Plaintiff has not asserted a claim for negligent hiring or retention that would put KC Woods’ knowledge of whether Mr. Dahlquist was medically qualified to operate a commercial vehicle, in contrast to the ultimate conclusion of the medical examiner, at issue. Nor does Plaintiff or his expert explain how KC Woods’ knowledge of whether Mr. Dahlquist was medically qualified to operate a commercial vehicle would affect whether Mr. Dahlquist is liable for negligence. [#42, #42-6]. The elements of negligence are well-settled: (1) a duty was owed by defendant to the plaintiff; (2) defendant breached that duty; (3) there was an injury to the plaintiff; and (4) there was a proximate cause relationship between the breach and the injury. Casebolt v. Cowan, 829 P.2d 352, 356 (Colo. 1992) (en banc). KC Woods’ knowledge is simply not relevant to whether Mr. Dahlquist acted negligently, and the deadline to amend pleadings has long passed.

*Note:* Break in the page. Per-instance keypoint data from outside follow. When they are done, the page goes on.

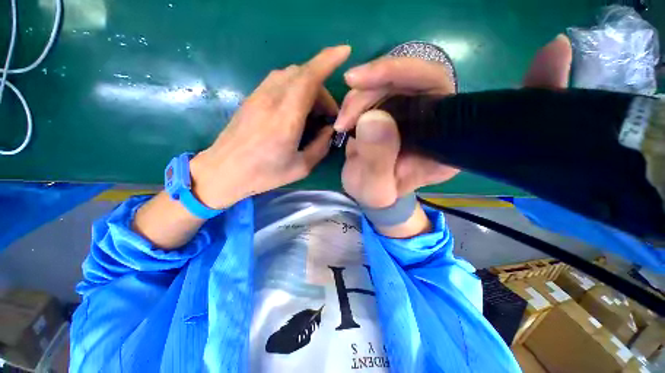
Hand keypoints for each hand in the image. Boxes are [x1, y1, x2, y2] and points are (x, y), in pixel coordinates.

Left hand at [191, 46, 350, 208]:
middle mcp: (271, 99)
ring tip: (313, 113)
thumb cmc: (264, 174)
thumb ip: (320, 147)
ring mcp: (259, 95)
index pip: (308, 78)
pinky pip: (279, 81)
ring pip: (290, 75)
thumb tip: (328, 131)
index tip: (344, 51)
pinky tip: (297, 110)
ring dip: (308, 88)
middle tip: (327, 116)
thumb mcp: (301, 167)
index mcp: (286, 118)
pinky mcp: (252, 97)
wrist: (224, 171)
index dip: (328, 60)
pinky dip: (295, 88)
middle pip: (303, 75)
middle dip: (322, 90)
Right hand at [339, 35, 571, 208]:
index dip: (527, 86)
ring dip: (363, 93)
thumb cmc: (378, 194)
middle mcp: (440, 121)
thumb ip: (376, 161)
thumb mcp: (375, 188)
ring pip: (395, 79)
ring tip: (343, 122)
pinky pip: (380, 87)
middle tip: (351, 91)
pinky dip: (359, 95)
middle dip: (382, 79)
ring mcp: (417, 110)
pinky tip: (345, 116)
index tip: (555, 51)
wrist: (370, 190)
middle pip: (424, 77)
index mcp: (447, 146)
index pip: (480, 108)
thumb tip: (374, 118)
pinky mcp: (396, 106)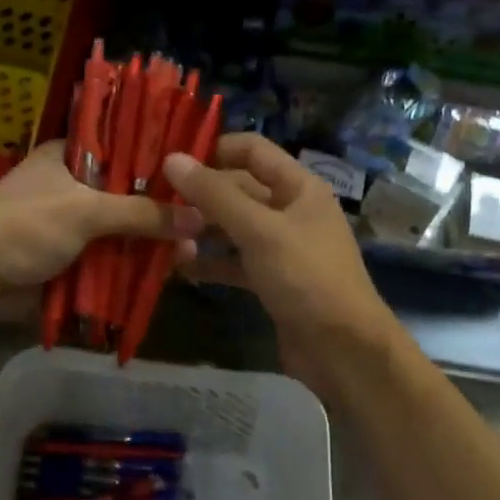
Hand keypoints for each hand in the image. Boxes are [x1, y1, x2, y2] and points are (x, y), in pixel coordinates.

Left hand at [0, 141, 202, 296]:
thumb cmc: (26, 225)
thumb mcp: (86, 211)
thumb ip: (141, 213)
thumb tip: (198, 218)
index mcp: (67, 155)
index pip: (122, 145)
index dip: (157, 158)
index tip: (193, 172)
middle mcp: (69, 182)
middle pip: (125, 191)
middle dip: (159, 209)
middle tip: (199, 221)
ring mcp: (66, 220)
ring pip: (117, 226)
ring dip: (148, 240)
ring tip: (188, 252)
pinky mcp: (65, 253)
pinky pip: (105, 253)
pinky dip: (128, 261)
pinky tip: (162, 270)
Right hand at [163, 134, 399, 396]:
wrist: (343, 350)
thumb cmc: (306, 277)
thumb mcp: (259, 230)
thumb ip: (215, 195)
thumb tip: (172, 159)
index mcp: (298, 187)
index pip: (251, 150)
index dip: (213, 149)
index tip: (171, 161)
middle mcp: (289, 210)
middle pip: (237, 189)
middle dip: (199, 195)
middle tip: (156, 203)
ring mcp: (280, 247)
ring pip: (232, 227)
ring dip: (200, 230)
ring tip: (163, 238)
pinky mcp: (271, 280)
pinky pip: (234, 261)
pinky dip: (211, 262)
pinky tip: (180, 268)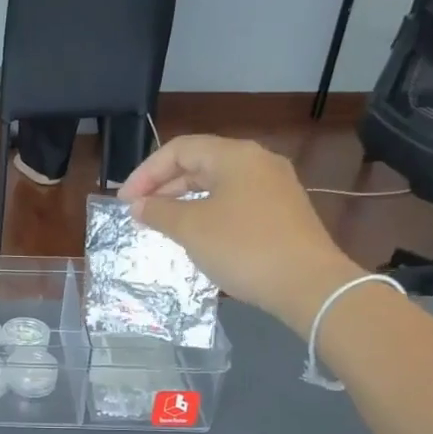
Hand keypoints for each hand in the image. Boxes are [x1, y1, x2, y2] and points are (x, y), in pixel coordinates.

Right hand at [120, 136, 360, 328]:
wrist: (308, 284)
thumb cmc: (243, 248)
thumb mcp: (191, 229)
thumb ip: (159, 212)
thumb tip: (138, 206)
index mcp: (235, 155)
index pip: (179, 149)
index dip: (146, 172)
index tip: (124, 201)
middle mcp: (257, 162)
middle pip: (199, 163)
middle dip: (163, 185)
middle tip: (138, 211)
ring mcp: (274, 186)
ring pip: (217, 183)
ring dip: (183, 199)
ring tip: (160, 223)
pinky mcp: (281, 211)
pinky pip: (233, 200)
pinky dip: (206, 211)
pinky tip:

However, Plaintiff argues that “Plaintiff also cannot determine whether Defendant Dahlquist’s selfreport [sic] squares with his deposition testimony that he had no health issues affecting his ability to drive on the date of the accident, ” which the court construes as Mr. Wegner’s attempt to ascertain evidence to both determine whether Mr. Dahlquist knew that he should not drive or to challenge Mr. Dahlquist’s credibility. Moreover, I am not persuaded that Mr. Dahlquist would be considered a “patient” of the Medical Examiner under Colo. Rev. Stat. § 13-90-107(1)(d), or that he would have had any reasonable expectation of privacy when the medical examination was going to be provided voluntarily to a potential employer. See [#42-1 at 1 (“Do Not complete this medical disclosure until after a ‘conditional’ offer of employment has been made to you.”]. Cf. Estate of Turnbow v. Ogden City, 254 F.R.D 434, 437-38 (D. Utah 2008) (holding that police officer had no reasonable expectation of privacy of his pre-employment mental health evaluation). I find that under the Federal Rules of Civil Procedure, information about Mr. Dahlquist’s knowledge of any health limitations or credibility is discoverable as relevant and non-privileged. To the extent that Mr. Dahlquist believes that a Protective Order is warranted for the disclosure of the Medical Examination Report, the Parties are directed to meet and confer about such proposed Protective Order and submit one for the court’s consideration no later than July 19, 2015.

CONCLUSION

For the reasons set forth herein, the IT IS ORDERED:

(1) Defendant KC Woods Trucking, Inc.’s Motion For Fed.R.Civ.P. 35 Examination of Plaintiff [#38] is GRANTED;

(2) Plaintiff Paul Wegner is DIRECTED to submit to an examination by Ms. Margot Burns, limited to two hours, no later than July 24, 2015;

(3) Plaintiff’s Motion to Compel Production of the Unredacted Medical Examination Report Contained in the Driver Qualification File Previously Produced by Defendants [#42] is GRANTED;

(4) Defendant KC Woods Trucking, Inc. is COMPELLED to produce an unredacted copy of Mr. Dahlquist’s Medical Examination Report no later than July 20, 2015;

(5) To the extent that Defendant Dale Dahlquist determines that a Protective Order is required for the disclosure of the unredacted Medical Examination Report, the Parties are directed to meet and confer and submit a proposed Protective Order for the court’s consideration no later than July 19, 2015.